There are a number of diagnostic exams that can be performed to determine if someone has had a stroke or is at risk for having one.
When a stroke is suspected:
Computed tomography (CT)
The first diagnostic test performed in the emergency room is usually a CT scan. CT uses computers to generate detailed pictures of the brain and can confirm the diagnosis of stroke and tell whether the stroke is caused by a hemorrhage in the brain.
Magnetic resonance imaging (MRI)
MRI is a diagnostic test that may be performed to identify and further localize the site of the stroke and find the source. It may be able to quickly identify the area deprived of sufficient blood flow and guide further therapy.
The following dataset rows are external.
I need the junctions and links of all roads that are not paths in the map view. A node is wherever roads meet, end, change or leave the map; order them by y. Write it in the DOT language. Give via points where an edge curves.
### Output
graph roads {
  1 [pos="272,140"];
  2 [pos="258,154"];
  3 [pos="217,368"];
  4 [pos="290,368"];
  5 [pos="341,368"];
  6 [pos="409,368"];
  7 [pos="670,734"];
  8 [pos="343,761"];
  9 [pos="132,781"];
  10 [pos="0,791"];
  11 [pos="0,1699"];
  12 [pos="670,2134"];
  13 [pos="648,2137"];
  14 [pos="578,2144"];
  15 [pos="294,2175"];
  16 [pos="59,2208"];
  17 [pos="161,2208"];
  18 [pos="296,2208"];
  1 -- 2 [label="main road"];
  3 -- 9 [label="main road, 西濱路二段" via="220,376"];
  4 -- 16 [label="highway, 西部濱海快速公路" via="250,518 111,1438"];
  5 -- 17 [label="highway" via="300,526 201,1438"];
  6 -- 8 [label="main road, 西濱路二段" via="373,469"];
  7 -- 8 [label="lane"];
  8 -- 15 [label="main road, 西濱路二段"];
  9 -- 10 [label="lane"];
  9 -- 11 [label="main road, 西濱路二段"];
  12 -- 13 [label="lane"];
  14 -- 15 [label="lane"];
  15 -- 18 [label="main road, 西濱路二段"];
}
An angiogram is an X-ray in which a contrast agent, or dye, is injected to highlight the blood vessels. With this exam, radiologists can pinpoint the exact location of blockage or bleeding in the brain. Angiography also is used to guide thin tubes called catheters to the site of the problem and administer treatments.
Determining who is at risk:
Your doctor may be able to assess your risk for stroke during a routine physical examination. If your physician suspects that you may be at high risk, he or she will ask if you have experienced symptoms such as numbness or muscle weakness, speech or vision difficulties, or lightheadedness. By listening to the carotid artery through a stethoscope, the doctor may hear a rushing sound, called a bruit that suggests the artery may be obstructed. Physical exam is not always accurate, however, and further tests may be ordered.
A technique called Doppler ultrasound that creates pictures using sound waves can determine whether there is blockage in the arteries that carry blood to the brain. Some physicians recommend ultrasound screening for those who have been diagnosed with atherosclerosis or other risk factors for carotid artery disease.
Magnetic resonance angiography (MRA)
This is a noninvasive diagnostic technique that creates an image of the arteries in the brain. A magnetic resonance (MR) scanner uses harmless but powerful magnetic fields and radio waves to create detailed images of the body's tissues.